══ RECORD EXTRACTS ══

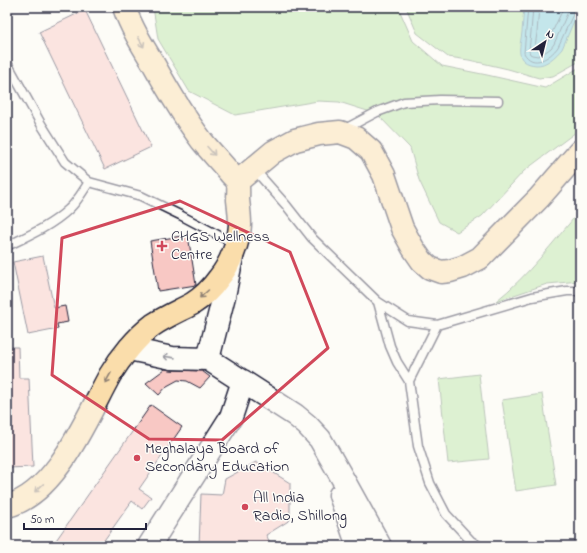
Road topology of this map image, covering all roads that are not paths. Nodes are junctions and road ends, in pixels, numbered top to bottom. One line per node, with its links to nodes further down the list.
1 (124, 7): 6 (main road, one-way to 6)
2 (7, 63): 7 (lane)
3 (498, 101): 4 (lane)
4 (340, 132): 5 (main road); 6 (main road)
5 (580, 151)
6 (246, 175): 9 (main road); 11 (lane)
7 (89, 182): 8 (lane); 9 (lane)
8 (7, 246)
9 (235, 248): 13 (main road, one-way to 13); 14 (street)
10 (580, 291): 12 (lane)
11 (378, 302): 12 (lane); 16 (lane)
12 (437, 325): 16 (lane)
13 (129, 349): 14 (street, one-way to 13); 18 (main road, one-way to 18)
14 (208, 359): 15 (street)
15 (243, 381): 17 (street); 19 (street)
16 (409, 381): 22 (lane)
17 (330, 456): 20 (street); 21 (street)
18 (7, 506)
19 (149, 546)
20 (358, 546)
21 (380, 546)
22 (479, 546)

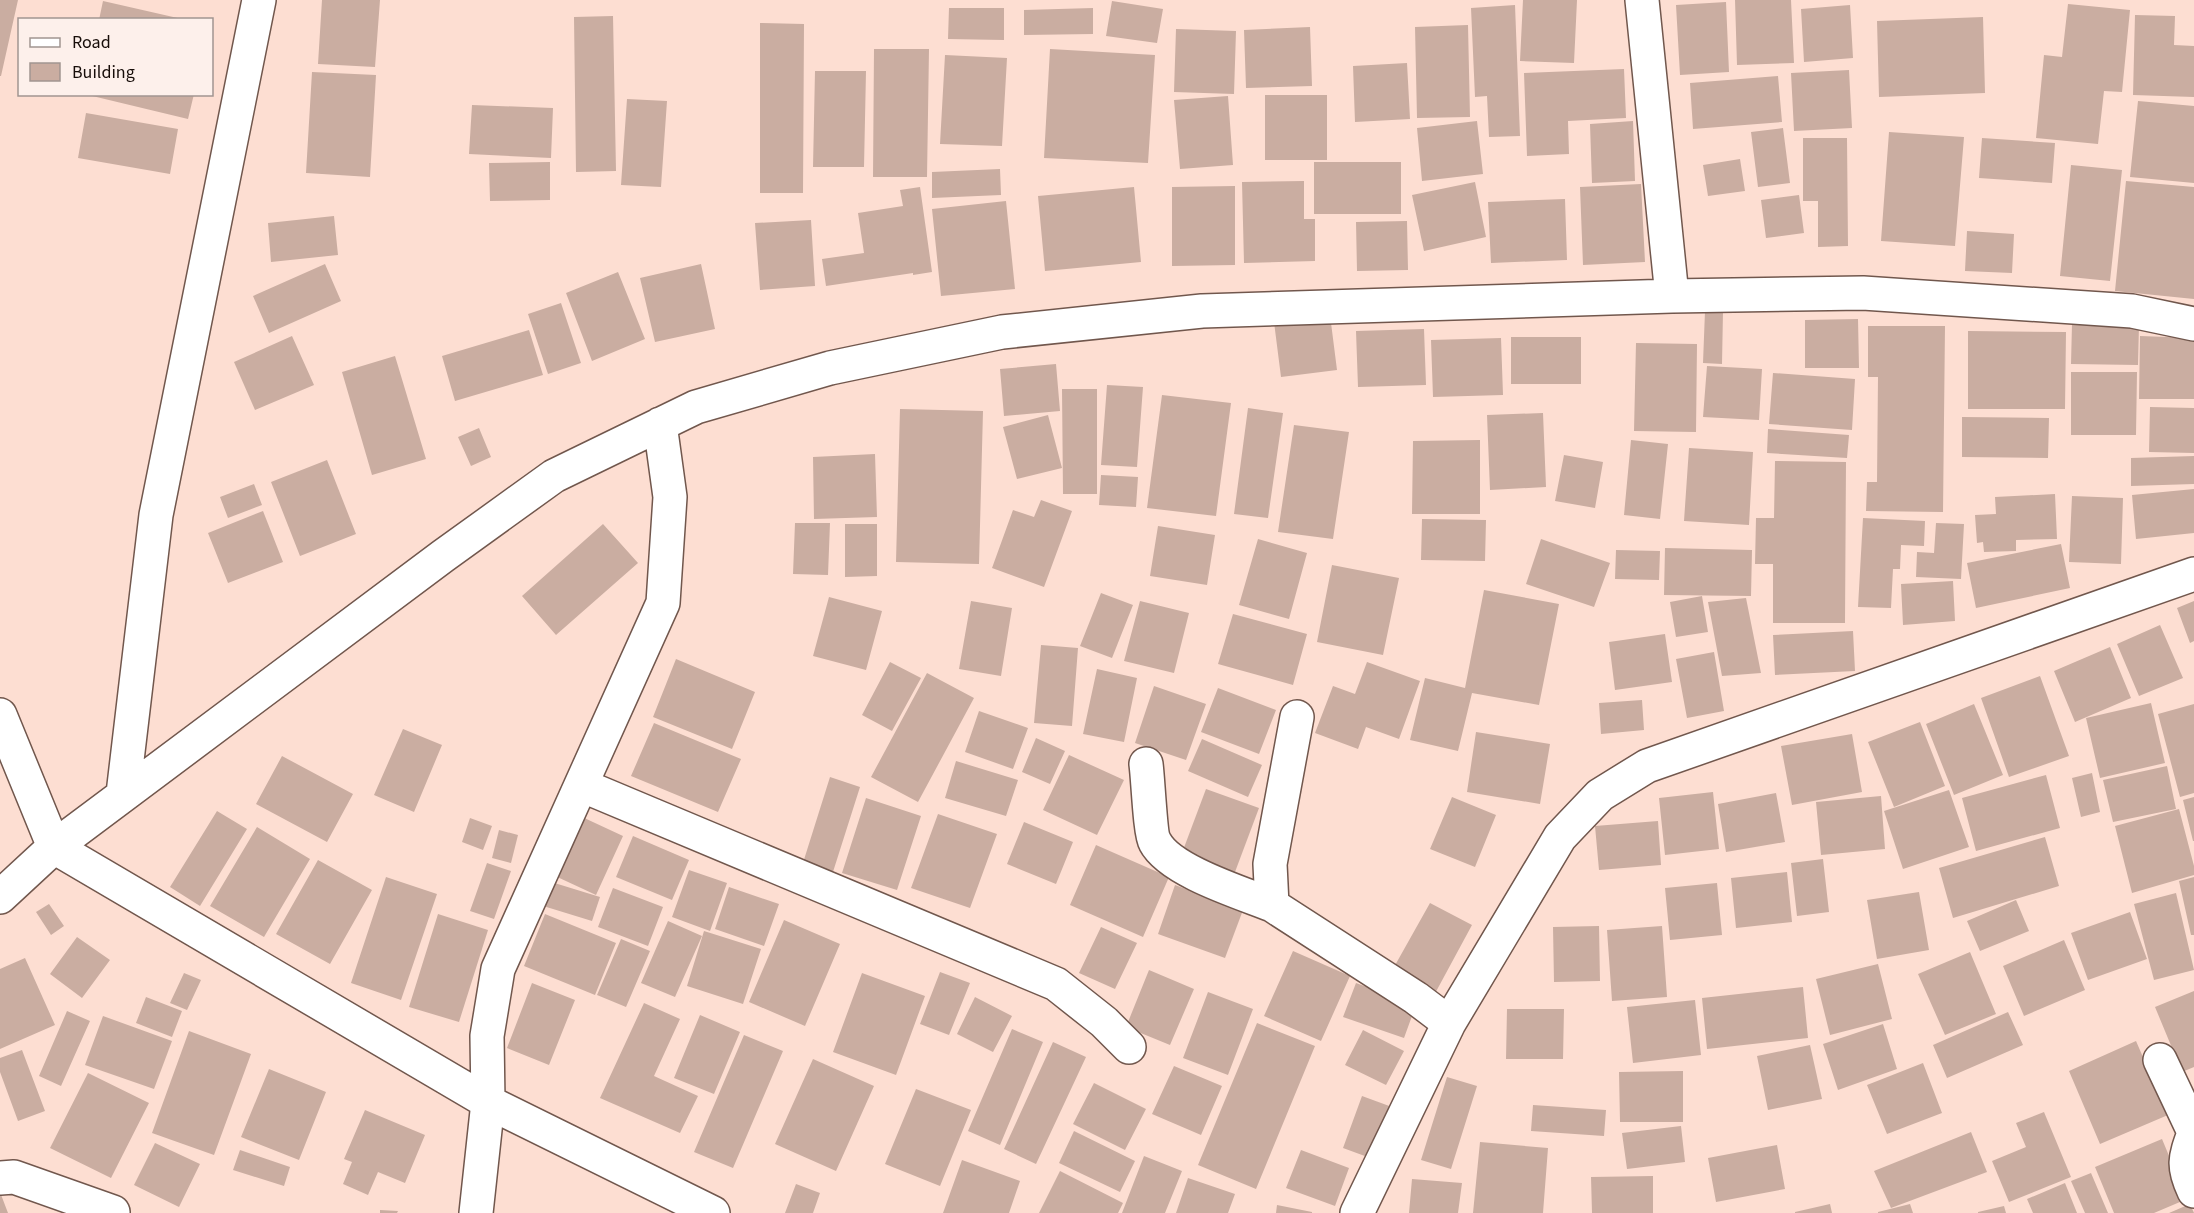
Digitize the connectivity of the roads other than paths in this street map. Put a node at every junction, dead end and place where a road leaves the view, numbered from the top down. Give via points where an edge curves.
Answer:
1 (259, 0) edge
2 (1642, 0) edge
3 (1672, 296) junction
4 (2194, 324) edge
5 (660, 424) junction
6 (2194, 574) edge
7 (0, 715) edge
8 (1297, 717) dead end
9 (1146, 764) dead end
10 (581, 785) junction
11 (123, 794) junction
12 (54, 847) junction
13 (0, 897) edge
14 (1272, 905) junction
15 (1449, 1023) junction
16 (1129, 1047) dead end
17 (2160, 1060) dead end
18 (488, 1102) junction
19 (2194, 1132) edge
20 (0, 1178) edge
21 (2194, 1191) edge
22 (113, 1212) edge
23 (476, 1213) edge
24 (713, 1213) edge
25 (1357, 1213) edge

1 - 11 street via 156,515
2 - 3 street
3 - 4 street via 1863,293 2132,311
3 - 5 street via 1202,311 1002,332 830,368 696,407
5 - 10 street via 670,497 663,603
5 - 11 street via 554,476
6 - 15 street via 1647,766 1600,795 1560,837
7 - 12 street
8 - 14 street via 1270,864
9 - 14 street via 1154,842 1171,860 1207,880
10 - 16 street via 1056,984
10 - 18 street via 498,969 486,1036
11 - 12 street
12 - 13 street
12 - 18 street
14 - 15 street
15 - 25 street
17 - 19 street
18 - 23 street
18 - 24 street
19 - 21 street via 2184,1160
20 - 22 street via 14,1177

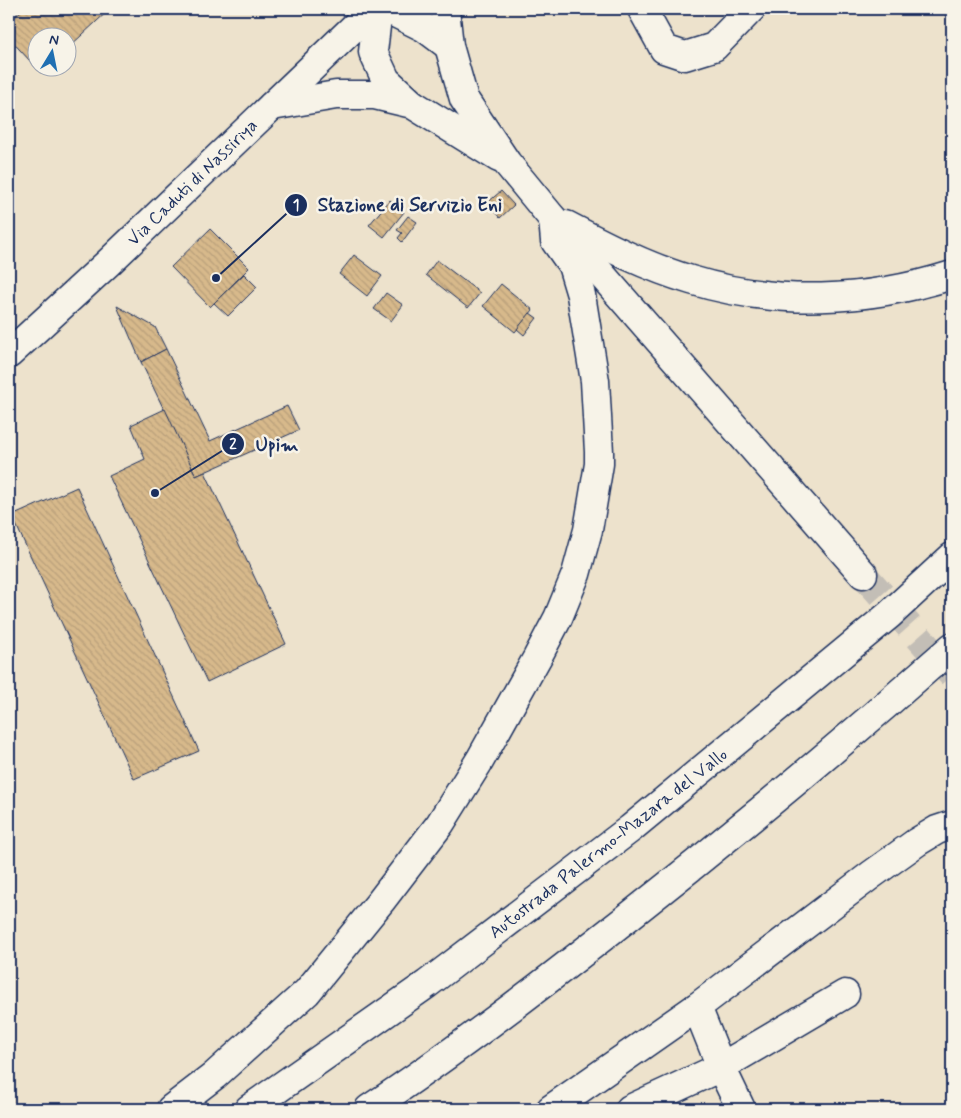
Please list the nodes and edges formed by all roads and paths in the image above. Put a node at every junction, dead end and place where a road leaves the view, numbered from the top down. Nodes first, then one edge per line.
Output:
1 (373, 9) edge
2 (378, 9) edge
3 (388, 9) edge
4 (445, 9) edge
5 (642, 9) edge
6 (751, 9) edge
7 (449, 46) junction
8 (412, 104) junction
9 (272, 106) junction
10 (507, 163) junction
11 (553, 219) junction
12 (952, 275) edge
13 (9, 354) edge
14 (952, 557) edge
15 (863, 574) tunnel mouth
16 (952, 647) edge
17 (952, 672) edge
18 (952, 825) edge
19 (735, 833) junction
20 (845, 994) dead end
21 (697, 1008) junction
22 (722, 1067) junction
23 (171, 1109) edge
24 (249, 1109) edge
25 (369, 1109) edge
26 (551, 1109) edge
27 (630, 1109) edge
28 (741, 1109) edge

1 - 9 main road, Via Caduti di Nassiriya
2 - 8 main road
3 - 7 main road
4 - 7 main road
5 - 6 main road
7 - 10 main road
8 - 9 main road
8 - 10 main road
9 - 13 main road, Via Caduti di Nassiriya
10 - 11 main road
11 - 12 main road
11 - 15 main road
11 - 23 main road
14 - 24 main road, Autostrada Palermo-Mazara del Vallo
16 - 19 main road
17 - 19 main road
18 - 21 main road
19 - 25 main road
20 - 22 main road
21 - 22 main road
21 - 26 main road
22 - 27 main road
22 - 28 main road

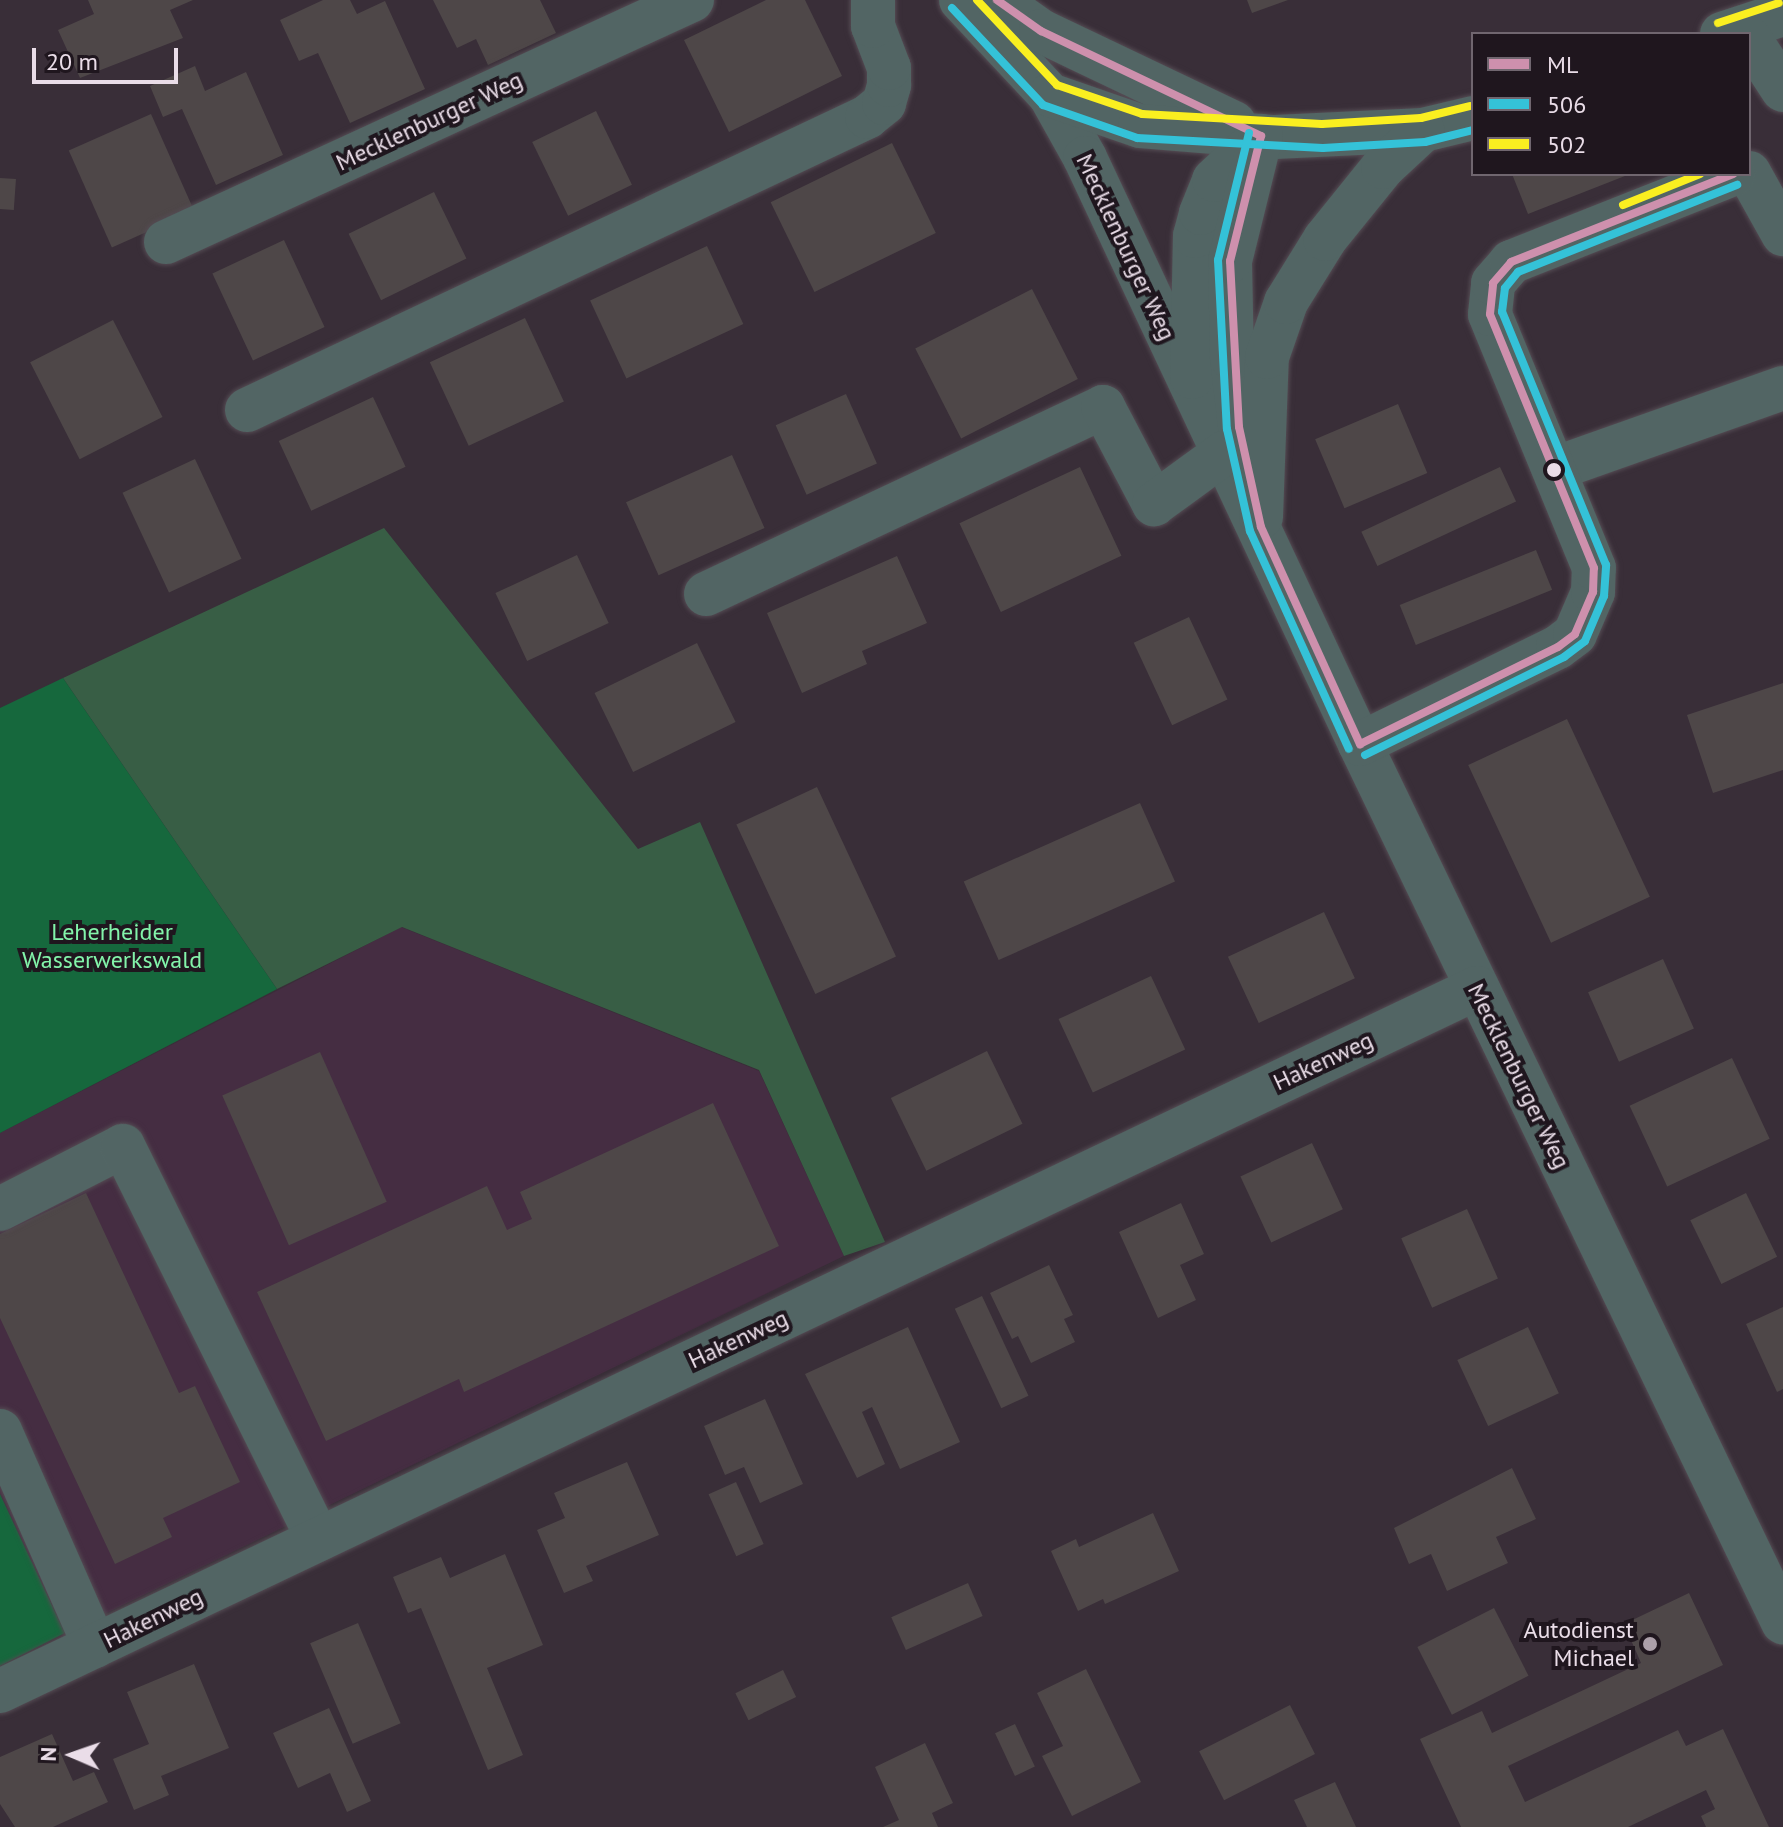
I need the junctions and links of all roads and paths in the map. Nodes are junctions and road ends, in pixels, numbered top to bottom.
1 (692, 0) edge
2 (873, 0) edge
3 (961, 0) edge
4 (997, 0) edge
5 (1783, 14) edge
6 (1743, 32) edge
7 (1751, 47) edge
8 (1783, 90) edge
9 (1050, 95) junction
10 (1471, 118) edge
11 (1423, 130) junction
12 (1261, 136) junction
13 (1728, 176) edge
14 (1751, 176) edge
15 (1783, 234) edge
16 (166, 242) dead end
17 (1192, 388) junction
18 (1783, 388) edge
19 (247, 410) dead end
20 (1224, 453) junction
21 (1557, 468) junction
22 (1261, 527) junction
23 (706, 594) dead end
24 (1360, 744) junction
25 (1477, 988) junction
26 (0, 1209) edge
27 (0, 1431) edge
28 (318, 1539) junction
29 (1783, 1622) edge
30 (95, 1646) junction
31 (0, 1691) edge

1 - 16 street, Mecklenburger Weg
2 - 19 street
3 - 9 street, Mecklenburger Weg
4 - 12 street
5 - 6 street
7 - 8 street
9 - 12 street
9 - 17 street, Mecklenburger Weg
10 - 11 street
11 - 12 street
11 - 22 street, Mecklenburger Weg
12 - 17 street, Mecklenburger Weg
12 - 22 street, Mecklenburger Weg
13 - 21 street
14 - 15 street
17 - 20 street, Mecklenburger Weg
18 - 21 street
20 - 22 street, Mecklenburger Weg
20 - 23 street
21 - 24 street
22 - 24 street, Mecklenburger Weg
24 - 25 street, Mecklenburger Weg
25 - 28 street, Hakenweg
25 - 29 street, Mecklenburger Weg
26 - 28 street
27 - 30 street
28 - 30 street, Hakenweg
30 - 31 street, Hakenweg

═══

- **YOUR INSTRUCTIONS**: Among the entries, copy every line containing the word "where".

- **EXERCISE OUTPUT**:
Digitize the connectivity of the roads other than paths in this street map. Put a node at every junction, dead end and place where a road leaves the view, numbered from the top down. Give via points where an edge curves.
Please list the nodes and edges formed by all roads and paths in the image above. Put a node at every junction, dead end and place where a road leaves the view, numbered from the top down. Nodes first, then one edge per line.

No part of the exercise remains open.